Start of RECORDS TO USE

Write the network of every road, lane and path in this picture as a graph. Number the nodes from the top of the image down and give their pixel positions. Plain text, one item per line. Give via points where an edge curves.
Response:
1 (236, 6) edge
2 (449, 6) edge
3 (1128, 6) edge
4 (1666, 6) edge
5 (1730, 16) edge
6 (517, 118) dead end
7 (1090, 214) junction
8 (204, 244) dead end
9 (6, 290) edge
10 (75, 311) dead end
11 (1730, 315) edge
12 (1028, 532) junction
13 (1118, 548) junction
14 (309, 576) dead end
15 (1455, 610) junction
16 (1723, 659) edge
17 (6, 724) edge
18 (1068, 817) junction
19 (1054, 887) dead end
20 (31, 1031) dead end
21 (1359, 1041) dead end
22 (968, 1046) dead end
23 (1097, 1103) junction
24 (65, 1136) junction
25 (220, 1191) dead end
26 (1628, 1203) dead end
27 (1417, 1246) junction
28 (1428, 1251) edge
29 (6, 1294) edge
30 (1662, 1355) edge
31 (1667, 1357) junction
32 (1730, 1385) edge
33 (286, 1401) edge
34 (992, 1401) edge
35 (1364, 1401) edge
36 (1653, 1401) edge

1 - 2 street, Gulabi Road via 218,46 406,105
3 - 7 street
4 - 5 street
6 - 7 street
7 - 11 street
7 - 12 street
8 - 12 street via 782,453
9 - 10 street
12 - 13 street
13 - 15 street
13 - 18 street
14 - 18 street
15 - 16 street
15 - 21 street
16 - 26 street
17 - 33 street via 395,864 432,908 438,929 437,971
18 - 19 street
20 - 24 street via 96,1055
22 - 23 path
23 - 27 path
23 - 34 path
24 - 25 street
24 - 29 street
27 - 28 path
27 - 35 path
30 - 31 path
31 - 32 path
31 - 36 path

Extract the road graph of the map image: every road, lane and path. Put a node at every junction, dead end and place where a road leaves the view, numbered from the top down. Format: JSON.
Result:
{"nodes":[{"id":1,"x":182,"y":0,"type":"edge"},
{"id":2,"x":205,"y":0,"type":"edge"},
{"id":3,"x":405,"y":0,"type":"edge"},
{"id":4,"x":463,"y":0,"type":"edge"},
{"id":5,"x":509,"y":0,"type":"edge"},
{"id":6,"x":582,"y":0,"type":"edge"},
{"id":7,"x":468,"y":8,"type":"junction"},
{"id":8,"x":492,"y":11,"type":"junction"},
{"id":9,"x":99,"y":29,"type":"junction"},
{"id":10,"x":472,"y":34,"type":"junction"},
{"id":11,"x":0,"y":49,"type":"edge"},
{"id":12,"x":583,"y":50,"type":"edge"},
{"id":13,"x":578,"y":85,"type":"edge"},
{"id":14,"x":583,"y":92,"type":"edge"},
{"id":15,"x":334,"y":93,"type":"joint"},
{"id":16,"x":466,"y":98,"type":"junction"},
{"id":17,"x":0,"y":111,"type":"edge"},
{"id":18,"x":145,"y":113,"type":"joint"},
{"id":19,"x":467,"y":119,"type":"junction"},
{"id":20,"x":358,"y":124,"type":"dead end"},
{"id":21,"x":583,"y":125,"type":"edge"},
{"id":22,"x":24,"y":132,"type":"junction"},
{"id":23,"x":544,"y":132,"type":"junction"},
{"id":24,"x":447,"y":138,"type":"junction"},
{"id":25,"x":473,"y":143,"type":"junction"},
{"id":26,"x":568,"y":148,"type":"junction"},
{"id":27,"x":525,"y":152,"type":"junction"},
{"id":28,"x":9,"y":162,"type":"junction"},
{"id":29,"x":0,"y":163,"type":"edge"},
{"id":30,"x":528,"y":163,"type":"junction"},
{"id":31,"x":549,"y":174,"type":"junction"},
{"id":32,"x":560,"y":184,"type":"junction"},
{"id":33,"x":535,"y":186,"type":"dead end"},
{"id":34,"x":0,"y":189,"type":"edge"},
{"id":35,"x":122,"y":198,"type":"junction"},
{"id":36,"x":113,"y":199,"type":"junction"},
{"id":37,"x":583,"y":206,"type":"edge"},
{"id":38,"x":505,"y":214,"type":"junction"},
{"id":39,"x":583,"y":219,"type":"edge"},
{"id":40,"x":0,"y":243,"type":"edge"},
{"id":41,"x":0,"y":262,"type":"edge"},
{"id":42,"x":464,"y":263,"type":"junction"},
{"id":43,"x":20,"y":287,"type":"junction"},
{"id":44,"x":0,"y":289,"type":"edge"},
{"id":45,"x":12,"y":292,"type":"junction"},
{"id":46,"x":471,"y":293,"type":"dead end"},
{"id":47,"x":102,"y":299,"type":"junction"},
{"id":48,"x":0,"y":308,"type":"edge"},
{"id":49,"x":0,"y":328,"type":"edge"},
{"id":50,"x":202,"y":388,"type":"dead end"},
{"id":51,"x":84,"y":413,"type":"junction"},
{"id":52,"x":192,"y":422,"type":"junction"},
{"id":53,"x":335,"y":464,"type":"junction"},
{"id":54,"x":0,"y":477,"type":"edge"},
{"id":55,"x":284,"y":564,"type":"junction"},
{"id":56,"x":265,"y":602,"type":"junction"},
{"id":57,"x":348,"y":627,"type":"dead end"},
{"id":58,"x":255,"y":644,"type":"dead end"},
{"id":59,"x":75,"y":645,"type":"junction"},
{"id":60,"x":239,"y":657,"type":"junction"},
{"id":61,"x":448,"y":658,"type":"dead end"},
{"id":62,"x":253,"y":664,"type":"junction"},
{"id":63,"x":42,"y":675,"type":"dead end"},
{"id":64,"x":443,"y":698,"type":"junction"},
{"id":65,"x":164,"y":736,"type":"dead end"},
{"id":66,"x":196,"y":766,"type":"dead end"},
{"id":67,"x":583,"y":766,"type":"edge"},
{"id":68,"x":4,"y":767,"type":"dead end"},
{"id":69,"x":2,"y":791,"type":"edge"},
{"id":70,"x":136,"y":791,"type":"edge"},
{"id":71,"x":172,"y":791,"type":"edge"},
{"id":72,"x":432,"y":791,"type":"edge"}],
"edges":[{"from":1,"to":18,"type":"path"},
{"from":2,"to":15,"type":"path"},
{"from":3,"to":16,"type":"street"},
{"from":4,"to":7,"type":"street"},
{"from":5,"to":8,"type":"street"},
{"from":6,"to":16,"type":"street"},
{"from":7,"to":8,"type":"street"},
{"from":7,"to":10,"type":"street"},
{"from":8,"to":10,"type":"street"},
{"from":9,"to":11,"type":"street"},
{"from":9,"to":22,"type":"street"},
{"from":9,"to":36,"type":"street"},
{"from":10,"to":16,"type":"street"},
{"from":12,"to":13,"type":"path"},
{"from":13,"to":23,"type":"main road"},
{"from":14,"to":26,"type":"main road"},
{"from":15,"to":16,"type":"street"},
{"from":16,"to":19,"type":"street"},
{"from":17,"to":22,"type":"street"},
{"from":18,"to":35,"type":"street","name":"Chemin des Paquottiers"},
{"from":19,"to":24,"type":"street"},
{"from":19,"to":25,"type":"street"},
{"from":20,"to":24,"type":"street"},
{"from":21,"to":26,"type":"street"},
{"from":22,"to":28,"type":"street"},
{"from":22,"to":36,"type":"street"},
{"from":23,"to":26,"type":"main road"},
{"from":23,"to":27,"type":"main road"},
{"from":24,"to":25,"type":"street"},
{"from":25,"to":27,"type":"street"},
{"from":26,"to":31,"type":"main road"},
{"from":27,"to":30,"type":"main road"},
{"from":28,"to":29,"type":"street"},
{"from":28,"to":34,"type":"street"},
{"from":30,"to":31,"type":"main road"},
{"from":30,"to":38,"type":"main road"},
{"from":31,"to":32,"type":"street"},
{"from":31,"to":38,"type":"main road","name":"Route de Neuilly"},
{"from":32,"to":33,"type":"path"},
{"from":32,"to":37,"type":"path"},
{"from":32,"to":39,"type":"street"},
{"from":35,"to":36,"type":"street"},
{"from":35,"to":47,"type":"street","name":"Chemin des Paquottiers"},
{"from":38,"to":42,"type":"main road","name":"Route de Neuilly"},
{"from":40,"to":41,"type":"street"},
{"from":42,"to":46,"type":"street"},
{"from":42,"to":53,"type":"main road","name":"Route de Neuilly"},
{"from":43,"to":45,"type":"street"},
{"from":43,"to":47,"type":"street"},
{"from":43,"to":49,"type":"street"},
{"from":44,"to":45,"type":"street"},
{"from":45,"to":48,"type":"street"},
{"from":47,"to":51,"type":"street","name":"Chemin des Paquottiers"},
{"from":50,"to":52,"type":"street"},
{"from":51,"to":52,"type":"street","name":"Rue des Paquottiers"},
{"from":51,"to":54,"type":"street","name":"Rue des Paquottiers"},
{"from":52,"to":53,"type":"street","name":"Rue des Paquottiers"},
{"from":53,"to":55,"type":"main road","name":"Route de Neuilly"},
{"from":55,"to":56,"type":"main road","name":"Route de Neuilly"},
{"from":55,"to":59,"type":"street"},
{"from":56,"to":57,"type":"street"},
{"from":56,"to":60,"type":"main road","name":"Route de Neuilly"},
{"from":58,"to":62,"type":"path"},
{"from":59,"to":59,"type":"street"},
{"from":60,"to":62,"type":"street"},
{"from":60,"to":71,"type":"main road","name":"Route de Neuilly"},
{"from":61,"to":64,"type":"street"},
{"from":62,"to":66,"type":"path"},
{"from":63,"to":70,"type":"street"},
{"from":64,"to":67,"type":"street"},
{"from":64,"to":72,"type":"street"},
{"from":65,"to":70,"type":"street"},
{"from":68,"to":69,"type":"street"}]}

End of RECORDS TO USE

* ACTION ITEM:
Lines that contain "down" are to be copied from the records above.

* WRITTEN REPLY:
Write the network of every road, lane and path in this picture as a graph. Number the nodes from the top of the image down and give their pixel positions. Plain text, one item per line. Give via points where an edge curves.
Extract the road graph of the map image: every road, lane and path. Put a node at every junction, dead end and place where a road leaves the view, numbered from the top down. Format: JSON.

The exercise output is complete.